DATA FOR PROCESSING>
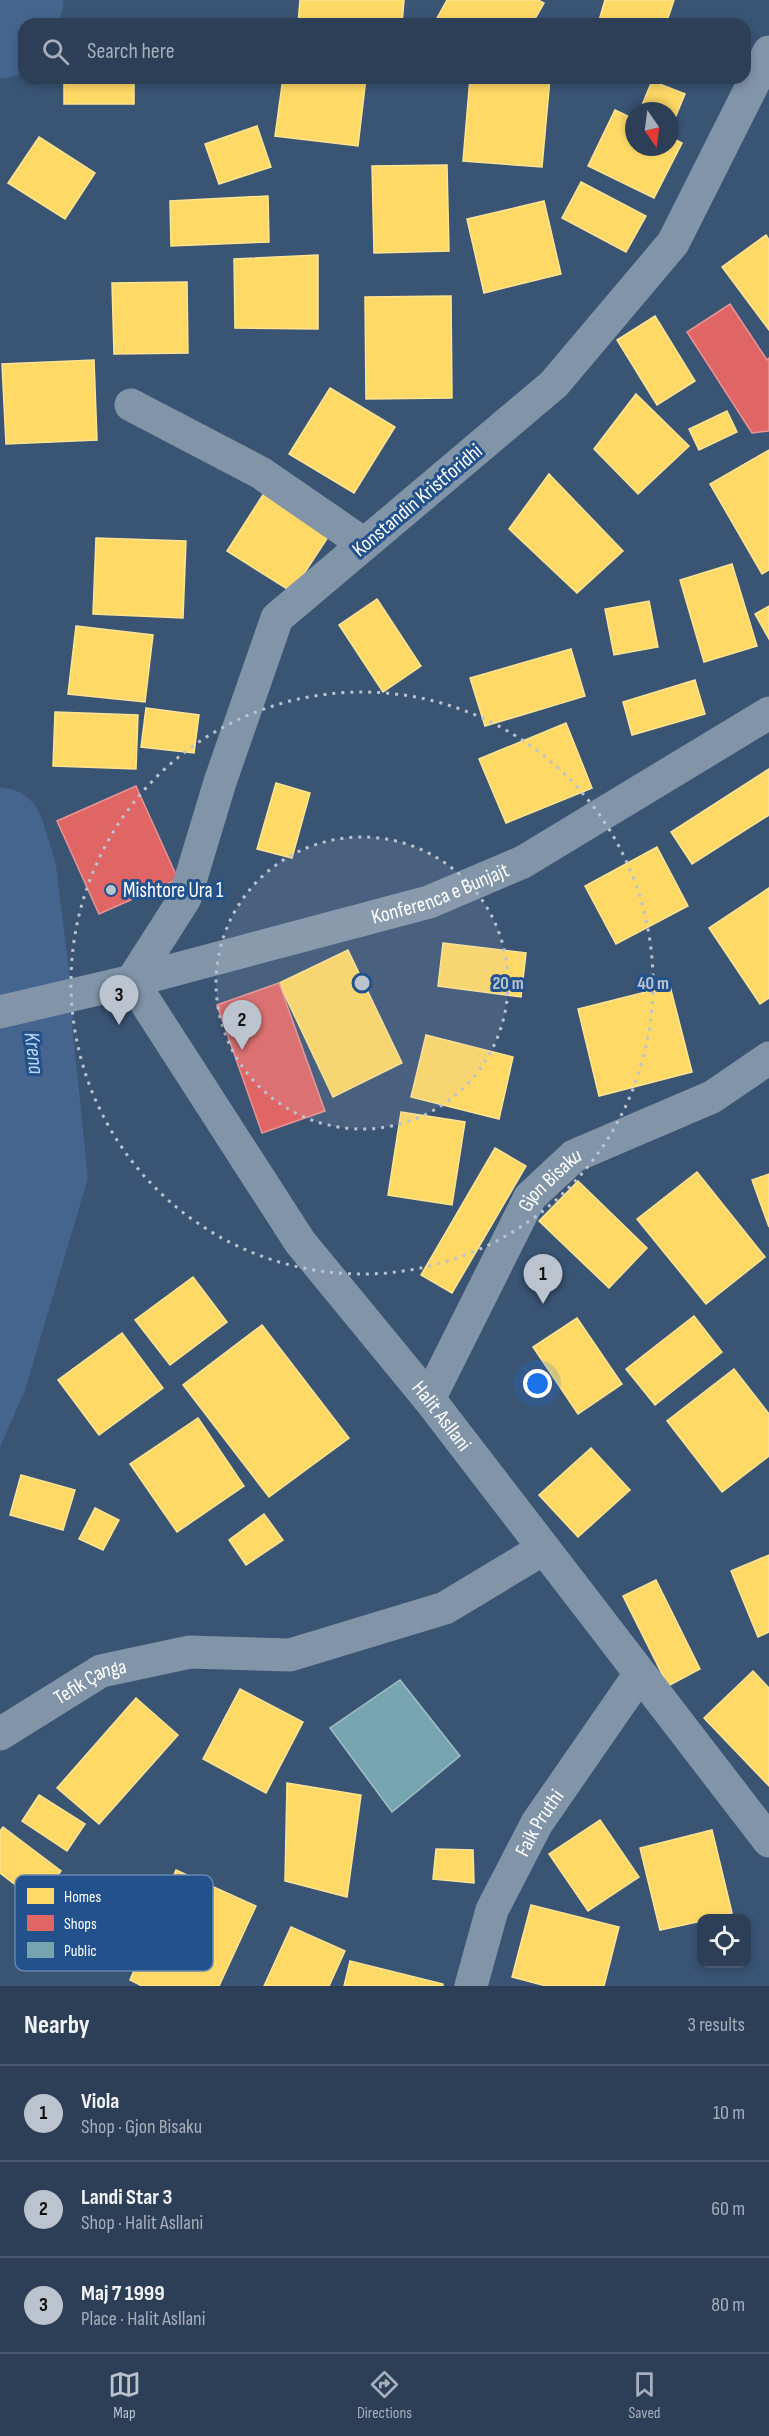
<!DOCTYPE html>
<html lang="en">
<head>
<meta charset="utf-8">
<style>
  :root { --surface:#2c3f57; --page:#34465d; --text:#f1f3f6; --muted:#a6afba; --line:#48586d; --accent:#bac3ce }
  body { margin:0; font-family:"Sofia Sans Condensed",sans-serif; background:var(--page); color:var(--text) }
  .controls { position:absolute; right:18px; bottom:18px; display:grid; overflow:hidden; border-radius:12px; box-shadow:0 3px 9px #0003 }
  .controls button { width:54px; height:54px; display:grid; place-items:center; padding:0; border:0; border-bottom:2px solid var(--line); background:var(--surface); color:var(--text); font:30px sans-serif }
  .compass { position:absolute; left:625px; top:102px; width:54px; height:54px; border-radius:50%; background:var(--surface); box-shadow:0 3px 9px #0003; rotate:166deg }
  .you { position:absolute; left:538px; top:1384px; width:21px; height:21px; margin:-15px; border:4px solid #fff; border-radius:50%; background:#1a73e8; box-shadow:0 0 0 9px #1a73e833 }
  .badge { display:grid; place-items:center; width:39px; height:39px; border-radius:50%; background:var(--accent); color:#111; font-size:20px; font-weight:700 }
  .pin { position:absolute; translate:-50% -50px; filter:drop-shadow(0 2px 3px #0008) }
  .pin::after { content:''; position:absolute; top:32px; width:21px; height:18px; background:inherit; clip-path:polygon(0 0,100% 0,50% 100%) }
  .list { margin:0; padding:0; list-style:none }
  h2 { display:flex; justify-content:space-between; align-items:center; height:78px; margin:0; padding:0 24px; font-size:26px }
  h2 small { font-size:20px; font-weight:400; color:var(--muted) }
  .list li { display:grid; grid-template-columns:39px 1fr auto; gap:18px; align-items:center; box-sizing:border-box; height:96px; padding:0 24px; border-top:2px solid var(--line) }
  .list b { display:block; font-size:22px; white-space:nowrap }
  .list p { margin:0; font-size:20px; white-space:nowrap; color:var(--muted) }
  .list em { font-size:20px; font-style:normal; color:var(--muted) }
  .icon { flex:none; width:33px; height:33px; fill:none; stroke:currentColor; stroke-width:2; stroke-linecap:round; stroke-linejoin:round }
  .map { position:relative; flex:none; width:769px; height:1986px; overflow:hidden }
  .search { position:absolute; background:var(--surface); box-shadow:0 3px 9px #0003; left:18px; right:18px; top:18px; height:66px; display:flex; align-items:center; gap:15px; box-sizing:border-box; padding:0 21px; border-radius:18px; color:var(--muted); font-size:22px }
  .sheet { height:366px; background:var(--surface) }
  nav { display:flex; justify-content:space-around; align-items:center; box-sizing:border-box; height:84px; border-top:2px solid var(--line); background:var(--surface); font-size:16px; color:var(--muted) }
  nav a { display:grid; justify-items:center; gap:3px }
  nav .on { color:var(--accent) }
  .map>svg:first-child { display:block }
</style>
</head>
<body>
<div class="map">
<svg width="769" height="1986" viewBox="0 0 769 1986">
  <rect width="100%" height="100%" fill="#3a5474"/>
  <polygon fill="#45658e" points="55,861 88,1178 25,1390 0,1447 0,903"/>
  <g fill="#ffd966" stroke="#ffe494" stroke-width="1.5">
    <polygon points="300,0 404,0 402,24 298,24"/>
    <polygon points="447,0 538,0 544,3 532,24 442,24 436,20"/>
    <polygon points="605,0 674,0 666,24 598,24"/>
    <rect x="64" y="78" width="70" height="26"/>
    <polygon points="283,78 366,78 358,146 275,136"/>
    <polygon points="470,78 550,78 542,167 463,161"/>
    <polygon points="652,81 685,94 675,118 670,116 670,111 657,111 642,105"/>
    <polygon points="615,110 634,119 634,147 670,147 670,137 682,143 654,198 588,166"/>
    <polygon points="257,126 271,167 219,184 205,144"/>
    <polygon points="39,137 95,173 65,219 8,183"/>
    <polygon points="447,165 449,251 374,253 372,166"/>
    <polygon points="581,182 646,216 626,252 562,218"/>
    <polygon points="268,196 269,242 171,246 170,201"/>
    <polygon points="544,201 561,274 484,293 467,219"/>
    <polygon points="766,235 769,240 769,330 722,267"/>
    <polygon points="318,255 318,329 235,328 234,259"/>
    <polygon points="187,282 188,353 114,354 112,283"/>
    <polygon points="451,296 452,398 366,399 365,297"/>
    <polygon points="655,316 695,381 657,405 617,340"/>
    <polygon points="94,360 97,440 6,444 2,364"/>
    <polygon points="330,388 395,427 354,493 289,454"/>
    <polygon points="636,394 689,446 638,494 594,449"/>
    <polygon points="727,411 737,432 699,450 689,429"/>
    <polygon points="769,450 769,570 762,574 710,484"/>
    <polygon points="549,474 623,551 577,593 509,529"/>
    <polygon points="266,490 332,531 292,592 227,551"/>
    <polygon points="96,538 186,541 183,618 93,614"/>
    <polygon points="732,564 757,646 704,662 680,580"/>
    <polygon points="377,599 421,666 383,692 339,625"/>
    <polygon points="649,601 658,647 614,655 605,609"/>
    <polygon points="769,606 769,639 755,614"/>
    <polygon points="76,626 153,635 145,702 68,694"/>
    <polygon points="571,649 585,696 485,726 470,678"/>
    <polygon points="695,680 705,714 632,735 623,702"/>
    <polygon points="146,708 199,715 194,753 141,747"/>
    <polygon points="55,712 138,715 136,769 53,766"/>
    <polygon points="566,723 592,788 506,823 479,759"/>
    <polygon points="769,769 769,815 692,864 671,832"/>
    <polygon points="276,783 310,793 292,858 257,849"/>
    <polygon points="657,847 688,906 616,944 585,886"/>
    <polygon points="769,888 769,998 760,1004 709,928"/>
    <polygon points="443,943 526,953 521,997 438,986"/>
    <polygon points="348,950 402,1063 333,1097 279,983"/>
    <polygon points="670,986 692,1072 599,1096 578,1009"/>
    <polygon points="426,1035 513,1057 499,1119 411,1097"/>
    <polygon points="401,1112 465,1122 452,1205 388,1195"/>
    <polygon points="495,1148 526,1166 452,1293 421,1275"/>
    <polygon points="697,1172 765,1257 706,1304 637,1219"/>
    <polygon points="769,1174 769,1227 752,1180"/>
    <polygon points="578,1181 647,1248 609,1288 539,1221"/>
    <polygon points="193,1277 227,1322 170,1365 135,1320"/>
    <polygon points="694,1316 722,1352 655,1405 626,1369"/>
    <polygon points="577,1318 622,1384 578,1414 533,1347"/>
    <polygon points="262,1325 349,1438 269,1497 183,1385"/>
    <polygon points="122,1333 163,1388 99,1435 58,1380"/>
    <polygon points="734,1369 769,1414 769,1456 722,1492 667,1421"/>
    <polygon points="198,1418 244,1486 177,1532 130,1464"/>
    <polygon points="591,1448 630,1490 578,1537 539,1495"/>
    <polygon points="21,1475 75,1490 63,1530 10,1515"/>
    <polygon points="95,1508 119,1520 103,1550 79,1539"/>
    <polygon points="264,1514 283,1540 246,1565 229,1540"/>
    <polygon points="769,1555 769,1632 758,1637 731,1571"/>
    <polygon points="656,1580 700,1669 668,1686 623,1596"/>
    <polygon points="753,1671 769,1688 769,1786 704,1718"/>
    <polygon points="240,1689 303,1722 266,1793 203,1759"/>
    <polygon points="136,1698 178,1735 99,1824 57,1788"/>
    <polygon points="287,1783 361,1795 347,1897 285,1881"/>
    <polygon points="39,1795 85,1824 67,1851 22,1821"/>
    <polygon points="600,1820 639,1877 588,1911 549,1854"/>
    <polygon points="3,1827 61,1871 38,1902 0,1873 0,1831"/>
    <polygon points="712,1830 732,1913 702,1918 702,1921 660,1930 640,1848"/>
    <polygon points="436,1849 473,1850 474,1883 433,1879"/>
    <polygon points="176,1870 256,1906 219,1986 142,1986 130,1980"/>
    <polygon points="531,1905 619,1927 604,1986 546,1986 512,1977"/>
    <polygon points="291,1927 345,1951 329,1986 264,1986"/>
    <polygon points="350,1961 443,1984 443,1986 344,1986"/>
  </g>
  <g fill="#e06666" stroke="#e99494" stroke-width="1.5">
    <polygon points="730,304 767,360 769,358 769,431 752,433 687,332"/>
    <polygon points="136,786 178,879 99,914 57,821"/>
    <polygon points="279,983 325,1111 262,1133 217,1005"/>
  </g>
  <polygon fill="#76a5af" stroke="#9fc0c7" stroke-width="1.5" points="400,1680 460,1756 392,1812 330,1728"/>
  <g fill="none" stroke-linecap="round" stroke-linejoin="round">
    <g stroke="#45658e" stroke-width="87">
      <polyline points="0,35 20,0"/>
      <polyline points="0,831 13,872 30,1010"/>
    </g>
    <g stroke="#8194a8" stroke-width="33">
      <path id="s1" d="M 769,52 L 673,243 L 554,384 L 277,618 L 220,782 L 185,898 L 132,981 L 300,1242 L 429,1399 L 769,1841"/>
      <polyline points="131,405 261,473 364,544"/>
      <path id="s2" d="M 0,1012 L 132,981 L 429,902 L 523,862 L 769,713"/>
      <path id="s3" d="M 429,1399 L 530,1197 L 574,1156 L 712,1097 L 769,1058"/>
      <path id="s4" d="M 0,1734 L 101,1671 L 190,1652 L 290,1655 L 445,1608 L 543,1549"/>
      <path id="s5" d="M 471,1986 L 492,1910 L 537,1823 L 640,1674"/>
    </g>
  </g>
  <circle cx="362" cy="983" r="146" fill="#bac3ce" fill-opacity=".12"/>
  <g fill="none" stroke="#bac3ce" stroke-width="3" stroke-dasharray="3 6">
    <circle cx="362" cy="983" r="146"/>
    <circle cx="362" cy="983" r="291"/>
  </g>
  <circle fill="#bac3ce" stroke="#22518c" stroke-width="2" cx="111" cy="890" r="6"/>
  <g text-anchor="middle" stroke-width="6" stroke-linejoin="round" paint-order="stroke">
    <g font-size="21" fill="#fff" stroke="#22518c">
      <text transform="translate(417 500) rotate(-40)" y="7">Konstandin Kristforidhi</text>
      <text dy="7" stroke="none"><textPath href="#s2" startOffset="456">Konferenca e Bunjajt</textPath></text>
      <text dy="7" stroke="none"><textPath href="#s3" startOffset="252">Gjon Bisaku</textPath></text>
      <text dy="7" stroke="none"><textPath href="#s1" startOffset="1689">Halit Asllani</textPath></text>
      <text dy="7" stroke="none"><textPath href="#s4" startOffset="105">Tefik Çanga</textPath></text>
      <text dy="7" stroke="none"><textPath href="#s5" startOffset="178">Faik Pruthi</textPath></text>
    </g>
    <g font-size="21" fill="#fff" stroke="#22518c" text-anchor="start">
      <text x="123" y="897">Mishtore Ura 1</text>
    </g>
    <g font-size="22" font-style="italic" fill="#bcd5f2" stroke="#22518c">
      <text transform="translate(35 1053) rotate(83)" y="8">Krena</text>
    </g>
  </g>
  <rect x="15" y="1875" width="198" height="96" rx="9" fill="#22518c" stroke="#6485ae" stroke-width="1.5"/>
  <rect x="27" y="1888" width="27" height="16" fill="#ffd966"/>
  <rect x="27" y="1915" width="27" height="16" fill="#e06666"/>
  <rect x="27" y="1942" width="27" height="16" fill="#76a5af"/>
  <g font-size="16" fill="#fff">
    <text x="64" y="1902">Homes</text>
    <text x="64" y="1929">Shops</text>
    <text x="64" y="1956">Public</text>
  </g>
  <circle cx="362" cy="983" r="9" fill="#bac3ce" stroke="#22518c" stroke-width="3"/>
  <g font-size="18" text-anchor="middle" font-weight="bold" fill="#bac3ce" stroke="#22518c" stroke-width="6" stroke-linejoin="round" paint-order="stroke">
    <text x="508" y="989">20 m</text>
    <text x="653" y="989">40 m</text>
  </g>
</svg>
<div class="controls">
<button><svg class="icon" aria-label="locate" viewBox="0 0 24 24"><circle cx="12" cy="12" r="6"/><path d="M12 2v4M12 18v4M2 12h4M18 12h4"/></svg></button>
</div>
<svg class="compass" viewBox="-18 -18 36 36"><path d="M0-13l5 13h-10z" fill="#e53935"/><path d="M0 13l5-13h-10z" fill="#a6afba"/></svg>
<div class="you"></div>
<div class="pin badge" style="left:543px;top:1304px">1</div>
<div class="pin badge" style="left:242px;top:1050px">2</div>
<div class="pin badge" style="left:119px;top:1025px">3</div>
<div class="search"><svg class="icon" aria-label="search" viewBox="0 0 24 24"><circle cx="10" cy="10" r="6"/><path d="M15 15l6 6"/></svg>Search here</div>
</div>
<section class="sheet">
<h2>Nearby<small>3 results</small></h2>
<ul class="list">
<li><span class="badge">1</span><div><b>Viola</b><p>Shop · Gjon Bisaku</p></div><em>10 m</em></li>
<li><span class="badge">2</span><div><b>Landi Star 3</b><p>Shop · Halit Asllani</p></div><em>60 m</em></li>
<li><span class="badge">3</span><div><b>Maj 7 1999</b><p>Place · Halit Asllani</p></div><em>80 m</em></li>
</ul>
</section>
<nav>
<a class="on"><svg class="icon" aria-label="map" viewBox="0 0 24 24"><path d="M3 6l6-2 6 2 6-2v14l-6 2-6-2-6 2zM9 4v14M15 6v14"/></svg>Map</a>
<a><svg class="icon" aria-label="directions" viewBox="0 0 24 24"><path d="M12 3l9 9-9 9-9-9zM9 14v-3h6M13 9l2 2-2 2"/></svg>Directions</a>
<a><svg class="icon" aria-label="saved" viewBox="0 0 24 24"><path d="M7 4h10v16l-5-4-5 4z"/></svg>Saved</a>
</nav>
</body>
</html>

TASK DETAILS> Please output exactly the lines of the data above, from its first line through the line with "--surface:#2c3f57; --page:#34465d; --text:#f1f3f6;", and nothing else; drop the pictures.

EXERCISE RESULT>
<!DOCTYPE html>
<html lang="en">
<head>
<meta charset="utf-8">
<style>
  :root { --surface:#2c3f57; --page:#34465d; --text:#f1f3f6; --muted:#a6afba; --line:#48586d; --accent:#bac3ce }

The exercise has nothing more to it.